Hanover, N.H. — A wealthy Ivy League college has pioneered one of the newest sources of money for low-interest student loans: raising money through the sale of tax-exempt bonds.
Congress has just decided against clamping down on the ''Dartmouth Plan,'' which some fear could further drain an already ebbing US Treasury.
Dartmouth College was the first private college to turn to the bond market as an alternative financing source. In June, the school sold enough tax-exempt bonds to raise $29 million, $13 million of that for low-cost student loans to some 800 Dartmouth students. The rest is for construction and renovation.
The plan, like other programs that rely on tax exemptions to attract investors, is criticized by some because a US government already heavily in debt would lose even more tax money if investors buy the tax-free bonds.
Several states have passed laws allowing both public and private colleges to issue tax-exempt bonds to raise student-aid funds, but Illinois is the only one so far to set up a state agency to handle selling the bonds.

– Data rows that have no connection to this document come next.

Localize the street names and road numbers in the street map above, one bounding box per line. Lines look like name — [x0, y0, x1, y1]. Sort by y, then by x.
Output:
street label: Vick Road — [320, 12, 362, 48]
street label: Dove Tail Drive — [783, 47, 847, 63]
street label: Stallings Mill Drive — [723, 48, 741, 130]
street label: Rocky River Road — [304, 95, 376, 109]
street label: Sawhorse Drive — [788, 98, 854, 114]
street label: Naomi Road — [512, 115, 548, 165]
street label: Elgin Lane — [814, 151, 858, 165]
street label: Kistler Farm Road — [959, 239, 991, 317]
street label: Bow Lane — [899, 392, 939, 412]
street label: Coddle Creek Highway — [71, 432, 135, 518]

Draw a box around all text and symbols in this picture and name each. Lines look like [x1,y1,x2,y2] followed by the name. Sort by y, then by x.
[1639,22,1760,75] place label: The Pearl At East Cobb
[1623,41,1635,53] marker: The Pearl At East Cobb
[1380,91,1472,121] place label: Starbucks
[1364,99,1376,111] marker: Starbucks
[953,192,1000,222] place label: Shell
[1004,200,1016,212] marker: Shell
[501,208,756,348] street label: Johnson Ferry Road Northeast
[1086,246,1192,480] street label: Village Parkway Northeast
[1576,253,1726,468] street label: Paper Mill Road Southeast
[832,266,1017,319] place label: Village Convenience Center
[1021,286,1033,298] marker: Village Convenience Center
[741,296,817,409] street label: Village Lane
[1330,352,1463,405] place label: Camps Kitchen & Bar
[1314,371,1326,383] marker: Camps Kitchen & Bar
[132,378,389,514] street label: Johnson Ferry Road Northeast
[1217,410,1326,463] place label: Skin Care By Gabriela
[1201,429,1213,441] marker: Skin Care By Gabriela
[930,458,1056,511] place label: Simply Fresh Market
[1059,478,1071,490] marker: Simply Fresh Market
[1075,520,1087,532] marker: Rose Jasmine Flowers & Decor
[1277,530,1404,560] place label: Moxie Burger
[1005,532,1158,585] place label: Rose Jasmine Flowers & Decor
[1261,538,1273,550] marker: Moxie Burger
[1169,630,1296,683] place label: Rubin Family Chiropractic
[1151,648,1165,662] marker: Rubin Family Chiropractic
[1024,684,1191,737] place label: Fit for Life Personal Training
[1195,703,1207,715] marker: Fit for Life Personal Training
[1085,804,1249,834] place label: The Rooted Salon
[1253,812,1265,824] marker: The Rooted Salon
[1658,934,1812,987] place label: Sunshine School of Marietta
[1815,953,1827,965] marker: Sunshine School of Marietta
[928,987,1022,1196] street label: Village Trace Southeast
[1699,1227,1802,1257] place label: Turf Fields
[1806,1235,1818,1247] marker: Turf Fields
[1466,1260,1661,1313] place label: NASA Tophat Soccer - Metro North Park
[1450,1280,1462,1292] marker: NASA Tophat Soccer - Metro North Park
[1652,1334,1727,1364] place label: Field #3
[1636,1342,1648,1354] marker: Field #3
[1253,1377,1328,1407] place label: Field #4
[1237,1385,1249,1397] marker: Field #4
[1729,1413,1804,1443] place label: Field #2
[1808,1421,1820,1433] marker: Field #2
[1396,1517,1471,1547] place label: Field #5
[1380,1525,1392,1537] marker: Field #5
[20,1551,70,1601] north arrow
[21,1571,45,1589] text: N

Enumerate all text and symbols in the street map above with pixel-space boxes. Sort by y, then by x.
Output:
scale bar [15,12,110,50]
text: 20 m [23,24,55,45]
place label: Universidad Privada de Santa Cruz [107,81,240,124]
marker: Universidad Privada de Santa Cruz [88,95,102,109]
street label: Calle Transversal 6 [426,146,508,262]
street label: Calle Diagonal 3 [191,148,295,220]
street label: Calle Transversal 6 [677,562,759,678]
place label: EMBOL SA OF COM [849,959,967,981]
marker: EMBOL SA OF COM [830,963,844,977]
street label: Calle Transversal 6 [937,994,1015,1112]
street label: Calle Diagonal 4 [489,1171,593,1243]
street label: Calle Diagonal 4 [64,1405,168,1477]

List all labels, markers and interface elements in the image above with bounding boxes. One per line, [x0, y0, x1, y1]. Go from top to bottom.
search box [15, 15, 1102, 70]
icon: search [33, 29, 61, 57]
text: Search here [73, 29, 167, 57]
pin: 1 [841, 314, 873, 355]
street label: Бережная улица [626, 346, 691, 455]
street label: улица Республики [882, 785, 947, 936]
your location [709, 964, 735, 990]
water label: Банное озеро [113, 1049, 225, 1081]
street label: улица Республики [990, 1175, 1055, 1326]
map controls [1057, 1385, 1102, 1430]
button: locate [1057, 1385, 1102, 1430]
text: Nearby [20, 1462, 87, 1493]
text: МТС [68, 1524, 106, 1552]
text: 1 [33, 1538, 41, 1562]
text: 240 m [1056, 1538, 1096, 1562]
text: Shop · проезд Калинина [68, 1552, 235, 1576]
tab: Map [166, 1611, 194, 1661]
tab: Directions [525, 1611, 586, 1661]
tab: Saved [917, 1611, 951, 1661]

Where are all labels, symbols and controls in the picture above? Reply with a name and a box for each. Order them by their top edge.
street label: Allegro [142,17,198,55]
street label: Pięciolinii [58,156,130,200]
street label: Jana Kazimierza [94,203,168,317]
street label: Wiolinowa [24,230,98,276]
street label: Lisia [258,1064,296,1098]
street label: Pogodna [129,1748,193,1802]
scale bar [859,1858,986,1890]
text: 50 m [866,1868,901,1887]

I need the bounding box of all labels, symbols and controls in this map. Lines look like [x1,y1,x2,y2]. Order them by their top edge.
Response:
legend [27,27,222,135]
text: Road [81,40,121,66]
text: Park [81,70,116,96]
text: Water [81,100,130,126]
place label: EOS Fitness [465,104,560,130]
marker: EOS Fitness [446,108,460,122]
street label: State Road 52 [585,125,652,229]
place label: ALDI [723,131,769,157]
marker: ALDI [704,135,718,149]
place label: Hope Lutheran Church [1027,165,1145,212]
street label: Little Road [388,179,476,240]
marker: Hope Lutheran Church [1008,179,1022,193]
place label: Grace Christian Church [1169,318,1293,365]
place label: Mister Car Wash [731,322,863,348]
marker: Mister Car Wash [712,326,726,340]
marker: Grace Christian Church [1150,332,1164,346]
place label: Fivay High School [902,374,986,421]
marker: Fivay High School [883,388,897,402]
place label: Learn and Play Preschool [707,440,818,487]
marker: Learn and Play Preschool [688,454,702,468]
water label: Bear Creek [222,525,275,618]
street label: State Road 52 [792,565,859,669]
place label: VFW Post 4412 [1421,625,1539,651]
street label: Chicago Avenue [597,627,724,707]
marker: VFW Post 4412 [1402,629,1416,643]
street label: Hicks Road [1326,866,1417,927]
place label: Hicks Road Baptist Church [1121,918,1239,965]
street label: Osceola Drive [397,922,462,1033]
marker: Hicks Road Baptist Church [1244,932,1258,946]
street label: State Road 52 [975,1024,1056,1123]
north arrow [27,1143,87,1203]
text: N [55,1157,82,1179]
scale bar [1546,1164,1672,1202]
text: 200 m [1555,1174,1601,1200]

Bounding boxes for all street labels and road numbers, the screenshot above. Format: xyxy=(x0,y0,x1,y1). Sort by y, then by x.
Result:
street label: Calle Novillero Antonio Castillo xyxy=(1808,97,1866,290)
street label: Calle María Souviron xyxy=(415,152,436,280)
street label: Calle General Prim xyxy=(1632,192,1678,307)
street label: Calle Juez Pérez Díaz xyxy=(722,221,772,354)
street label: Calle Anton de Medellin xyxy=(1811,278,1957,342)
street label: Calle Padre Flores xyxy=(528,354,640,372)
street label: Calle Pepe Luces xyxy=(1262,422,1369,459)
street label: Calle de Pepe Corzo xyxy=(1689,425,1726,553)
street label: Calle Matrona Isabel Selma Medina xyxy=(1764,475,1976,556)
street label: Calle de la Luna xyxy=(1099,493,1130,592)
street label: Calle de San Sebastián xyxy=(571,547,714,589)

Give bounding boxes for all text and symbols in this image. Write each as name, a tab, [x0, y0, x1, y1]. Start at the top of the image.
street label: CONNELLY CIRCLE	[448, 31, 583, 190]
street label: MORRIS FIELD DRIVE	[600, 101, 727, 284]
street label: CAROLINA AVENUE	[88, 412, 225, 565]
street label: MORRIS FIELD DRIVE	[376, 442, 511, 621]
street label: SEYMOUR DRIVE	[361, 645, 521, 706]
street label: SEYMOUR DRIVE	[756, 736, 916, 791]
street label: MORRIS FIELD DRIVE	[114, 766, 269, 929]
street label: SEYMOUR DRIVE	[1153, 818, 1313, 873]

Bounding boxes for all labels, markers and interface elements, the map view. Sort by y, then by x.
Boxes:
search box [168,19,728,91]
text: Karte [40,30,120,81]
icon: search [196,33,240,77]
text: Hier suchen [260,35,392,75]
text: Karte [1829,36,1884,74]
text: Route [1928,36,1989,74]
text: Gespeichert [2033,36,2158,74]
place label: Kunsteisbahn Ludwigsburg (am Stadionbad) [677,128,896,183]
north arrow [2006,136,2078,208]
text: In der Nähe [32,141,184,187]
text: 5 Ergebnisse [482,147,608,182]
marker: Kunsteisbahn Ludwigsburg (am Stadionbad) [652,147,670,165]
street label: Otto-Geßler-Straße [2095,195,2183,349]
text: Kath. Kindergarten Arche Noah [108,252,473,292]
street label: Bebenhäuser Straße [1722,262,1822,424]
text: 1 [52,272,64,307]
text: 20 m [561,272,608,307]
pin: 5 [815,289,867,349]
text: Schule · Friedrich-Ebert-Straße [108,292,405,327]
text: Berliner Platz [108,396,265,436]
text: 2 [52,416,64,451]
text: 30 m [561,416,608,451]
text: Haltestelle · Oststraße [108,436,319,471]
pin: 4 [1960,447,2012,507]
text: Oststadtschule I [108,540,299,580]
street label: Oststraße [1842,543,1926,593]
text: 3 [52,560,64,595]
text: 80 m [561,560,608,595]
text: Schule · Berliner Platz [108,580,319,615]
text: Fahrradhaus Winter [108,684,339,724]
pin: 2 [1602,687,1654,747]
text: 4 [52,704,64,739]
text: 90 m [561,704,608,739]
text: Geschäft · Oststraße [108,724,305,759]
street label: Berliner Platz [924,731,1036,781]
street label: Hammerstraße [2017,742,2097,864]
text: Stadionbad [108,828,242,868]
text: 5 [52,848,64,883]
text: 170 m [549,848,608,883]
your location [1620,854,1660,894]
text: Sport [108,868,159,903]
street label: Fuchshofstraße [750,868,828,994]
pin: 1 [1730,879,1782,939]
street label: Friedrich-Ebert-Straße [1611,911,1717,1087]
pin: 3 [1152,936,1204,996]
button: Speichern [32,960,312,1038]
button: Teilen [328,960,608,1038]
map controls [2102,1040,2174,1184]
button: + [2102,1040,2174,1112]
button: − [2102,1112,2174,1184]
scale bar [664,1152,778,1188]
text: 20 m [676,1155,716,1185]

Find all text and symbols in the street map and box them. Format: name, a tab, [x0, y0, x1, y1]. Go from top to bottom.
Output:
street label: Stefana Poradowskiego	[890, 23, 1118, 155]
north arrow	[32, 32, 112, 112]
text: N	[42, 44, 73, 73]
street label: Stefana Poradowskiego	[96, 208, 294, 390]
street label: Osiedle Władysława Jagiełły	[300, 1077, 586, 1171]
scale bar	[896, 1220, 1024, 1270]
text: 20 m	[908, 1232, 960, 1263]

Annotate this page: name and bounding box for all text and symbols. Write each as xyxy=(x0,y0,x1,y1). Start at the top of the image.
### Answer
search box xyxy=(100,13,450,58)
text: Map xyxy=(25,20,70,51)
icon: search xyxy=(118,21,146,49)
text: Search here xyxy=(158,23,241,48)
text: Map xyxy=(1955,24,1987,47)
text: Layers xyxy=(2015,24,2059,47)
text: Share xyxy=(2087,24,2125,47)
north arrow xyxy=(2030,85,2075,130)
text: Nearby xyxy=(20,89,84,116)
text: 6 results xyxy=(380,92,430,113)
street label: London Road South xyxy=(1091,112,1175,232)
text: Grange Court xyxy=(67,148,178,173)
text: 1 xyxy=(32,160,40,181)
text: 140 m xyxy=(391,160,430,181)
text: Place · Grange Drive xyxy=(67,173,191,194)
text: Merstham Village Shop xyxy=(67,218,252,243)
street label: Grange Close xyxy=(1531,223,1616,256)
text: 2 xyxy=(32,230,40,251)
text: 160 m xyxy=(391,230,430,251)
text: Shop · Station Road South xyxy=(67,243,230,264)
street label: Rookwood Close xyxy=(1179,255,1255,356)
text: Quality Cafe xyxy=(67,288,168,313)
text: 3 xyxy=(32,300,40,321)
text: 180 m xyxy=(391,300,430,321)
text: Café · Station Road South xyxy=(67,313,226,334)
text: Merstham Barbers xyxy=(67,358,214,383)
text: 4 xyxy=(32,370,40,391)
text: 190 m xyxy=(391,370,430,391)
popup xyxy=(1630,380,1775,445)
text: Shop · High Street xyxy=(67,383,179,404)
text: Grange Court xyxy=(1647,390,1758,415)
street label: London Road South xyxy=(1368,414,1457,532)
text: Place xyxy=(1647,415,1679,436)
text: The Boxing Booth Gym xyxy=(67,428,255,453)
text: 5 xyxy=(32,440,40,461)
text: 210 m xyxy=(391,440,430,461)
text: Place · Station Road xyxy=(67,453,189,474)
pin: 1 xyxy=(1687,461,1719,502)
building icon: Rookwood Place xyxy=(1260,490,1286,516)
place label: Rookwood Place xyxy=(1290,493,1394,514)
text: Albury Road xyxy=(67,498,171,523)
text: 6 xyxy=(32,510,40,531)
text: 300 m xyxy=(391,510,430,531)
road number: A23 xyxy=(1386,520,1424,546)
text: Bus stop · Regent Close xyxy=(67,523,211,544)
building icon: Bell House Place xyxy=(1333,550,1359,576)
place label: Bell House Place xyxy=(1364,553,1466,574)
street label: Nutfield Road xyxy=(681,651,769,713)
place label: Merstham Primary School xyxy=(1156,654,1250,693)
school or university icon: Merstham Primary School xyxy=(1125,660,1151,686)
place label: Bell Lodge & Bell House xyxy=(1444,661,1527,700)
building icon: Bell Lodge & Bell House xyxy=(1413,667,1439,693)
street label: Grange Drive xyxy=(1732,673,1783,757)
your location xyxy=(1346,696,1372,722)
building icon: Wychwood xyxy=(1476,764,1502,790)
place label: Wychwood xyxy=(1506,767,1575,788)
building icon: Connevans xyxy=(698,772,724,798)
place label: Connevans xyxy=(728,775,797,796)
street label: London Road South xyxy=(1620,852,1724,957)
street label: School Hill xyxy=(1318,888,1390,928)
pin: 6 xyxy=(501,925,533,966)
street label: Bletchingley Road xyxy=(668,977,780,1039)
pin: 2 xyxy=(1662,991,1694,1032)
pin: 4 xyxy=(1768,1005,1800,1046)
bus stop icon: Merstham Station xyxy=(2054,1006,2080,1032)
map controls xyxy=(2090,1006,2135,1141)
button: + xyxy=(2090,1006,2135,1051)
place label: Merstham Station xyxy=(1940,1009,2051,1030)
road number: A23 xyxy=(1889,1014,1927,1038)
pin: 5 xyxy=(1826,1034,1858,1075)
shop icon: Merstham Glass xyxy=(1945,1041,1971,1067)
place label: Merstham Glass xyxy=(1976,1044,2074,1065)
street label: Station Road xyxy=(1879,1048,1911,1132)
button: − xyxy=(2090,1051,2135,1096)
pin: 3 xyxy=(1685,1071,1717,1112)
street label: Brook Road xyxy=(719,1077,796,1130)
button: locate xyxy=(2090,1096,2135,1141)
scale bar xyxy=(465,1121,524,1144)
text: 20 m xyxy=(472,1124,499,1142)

''But (selling tax-exempt bonds) is a limited alternative,'' says Ted Bracken of the Consortium for Financing Higher Education. ''It won't become an option nationwide because the laws on it vary too much from state to state. It also requires that the school be strong financially and be able to put together a sophisticated financial package (to make the investor want to buy the bond). . . .''
While the Dartmouth Plan may be the financial aid answer for the more well-endowed colleges and universities, others must look elsewhere. Among the new ideas:
* Georgetown University in Washington, D.C., may offer a nonsecured, noninsured loan for parents to pay back over an eight-year stretch. Much like a commercial loan, it may be offered at commercial rates.
* Sen. Bob Dole's plan for a tax-sheltered educational savings plan, where contribution and interest earned on a college ''nest egg'' would be tax-free. But cost estimates have ranged up to $7.8 billion a year by 1985.
And in the background of this newest wave of ways to pay for college is the radical idea of Boston University president John Silber. His controversial Tuition Advance Fund (TAF) plan was first perused and rejected by Congress in the late 1970s, when money was easier to come by.
TAF works by giving students in advance the money needed for tuition and room and board, up to $7,000 a year. The students then repay the advance plus a 50 percent surcharge through payroll deductions after they graduate. Students wouldn't have to start paying back until they started earning $10,000 a year. Then the Internal Revenue Service would start collecting a small percentage of the amount lent, and the percentage would climb as income increased.
Dr. Silber admits it's a fundamental switch of responsibility ''from the backs of parents to the shoulders of the student.''
Independent colleges are especially leery of a plan like TAF that would make it less likely for a student to choose an expensive college. And John Mallan, vice-president of the American Association of State Colleges and Universities, points out that it puts an enormous burden of debt on young people when they're just starting out.
But the TAF plan has some advantages over the current student aid system:
* The loan is available to all, regardless of income.
* Repayment is virutally assured through payroll deduction.
* After 15 years, the burden of student aid is shifted from the government to the student.